**Problem details**
Report the count of lines holding "nodes" in the records, with no other words.

Dataset entries:
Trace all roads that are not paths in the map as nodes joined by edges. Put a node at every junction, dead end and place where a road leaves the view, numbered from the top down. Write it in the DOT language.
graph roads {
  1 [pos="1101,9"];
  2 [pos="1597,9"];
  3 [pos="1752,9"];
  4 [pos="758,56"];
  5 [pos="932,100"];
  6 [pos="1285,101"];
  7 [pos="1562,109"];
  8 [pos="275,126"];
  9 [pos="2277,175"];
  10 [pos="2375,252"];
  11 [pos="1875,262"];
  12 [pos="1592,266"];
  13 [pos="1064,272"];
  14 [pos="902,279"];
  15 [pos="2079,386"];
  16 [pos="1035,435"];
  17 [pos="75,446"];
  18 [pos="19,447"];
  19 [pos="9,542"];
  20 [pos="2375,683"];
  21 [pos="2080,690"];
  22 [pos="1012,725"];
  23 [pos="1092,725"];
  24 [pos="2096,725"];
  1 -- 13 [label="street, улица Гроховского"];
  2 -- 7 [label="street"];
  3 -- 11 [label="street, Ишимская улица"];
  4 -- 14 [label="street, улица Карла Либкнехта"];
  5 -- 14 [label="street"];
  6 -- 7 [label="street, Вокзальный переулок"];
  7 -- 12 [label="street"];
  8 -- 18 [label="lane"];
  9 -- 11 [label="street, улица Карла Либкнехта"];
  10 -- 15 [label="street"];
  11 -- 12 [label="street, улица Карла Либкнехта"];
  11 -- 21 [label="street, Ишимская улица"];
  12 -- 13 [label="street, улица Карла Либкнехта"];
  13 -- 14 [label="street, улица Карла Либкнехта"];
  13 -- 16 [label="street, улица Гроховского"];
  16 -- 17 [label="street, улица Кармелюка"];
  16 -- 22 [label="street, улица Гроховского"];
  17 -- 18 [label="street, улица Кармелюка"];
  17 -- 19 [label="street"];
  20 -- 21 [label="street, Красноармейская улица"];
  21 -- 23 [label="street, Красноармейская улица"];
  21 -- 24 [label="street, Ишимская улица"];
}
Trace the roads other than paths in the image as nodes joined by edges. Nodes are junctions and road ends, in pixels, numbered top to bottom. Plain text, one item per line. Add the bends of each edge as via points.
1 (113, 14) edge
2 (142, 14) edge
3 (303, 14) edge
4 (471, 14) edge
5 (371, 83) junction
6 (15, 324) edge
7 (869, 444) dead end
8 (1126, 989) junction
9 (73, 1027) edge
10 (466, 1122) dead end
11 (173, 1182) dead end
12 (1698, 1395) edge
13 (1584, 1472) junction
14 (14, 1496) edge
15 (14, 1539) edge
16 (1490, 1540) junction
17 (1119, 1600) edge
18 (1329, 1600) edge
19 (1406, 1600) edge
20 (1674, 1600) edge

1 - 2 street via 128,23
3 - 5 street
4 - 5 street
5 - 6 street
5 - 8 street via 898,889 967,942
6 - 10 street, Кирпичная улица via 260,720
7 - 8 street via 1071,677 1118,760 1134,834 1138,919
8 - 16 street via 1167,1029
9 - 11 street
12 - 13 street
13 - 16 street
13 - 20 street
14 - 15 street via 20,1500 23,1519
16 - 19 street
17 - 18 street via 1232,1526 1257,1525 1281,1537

**Expected answer**
2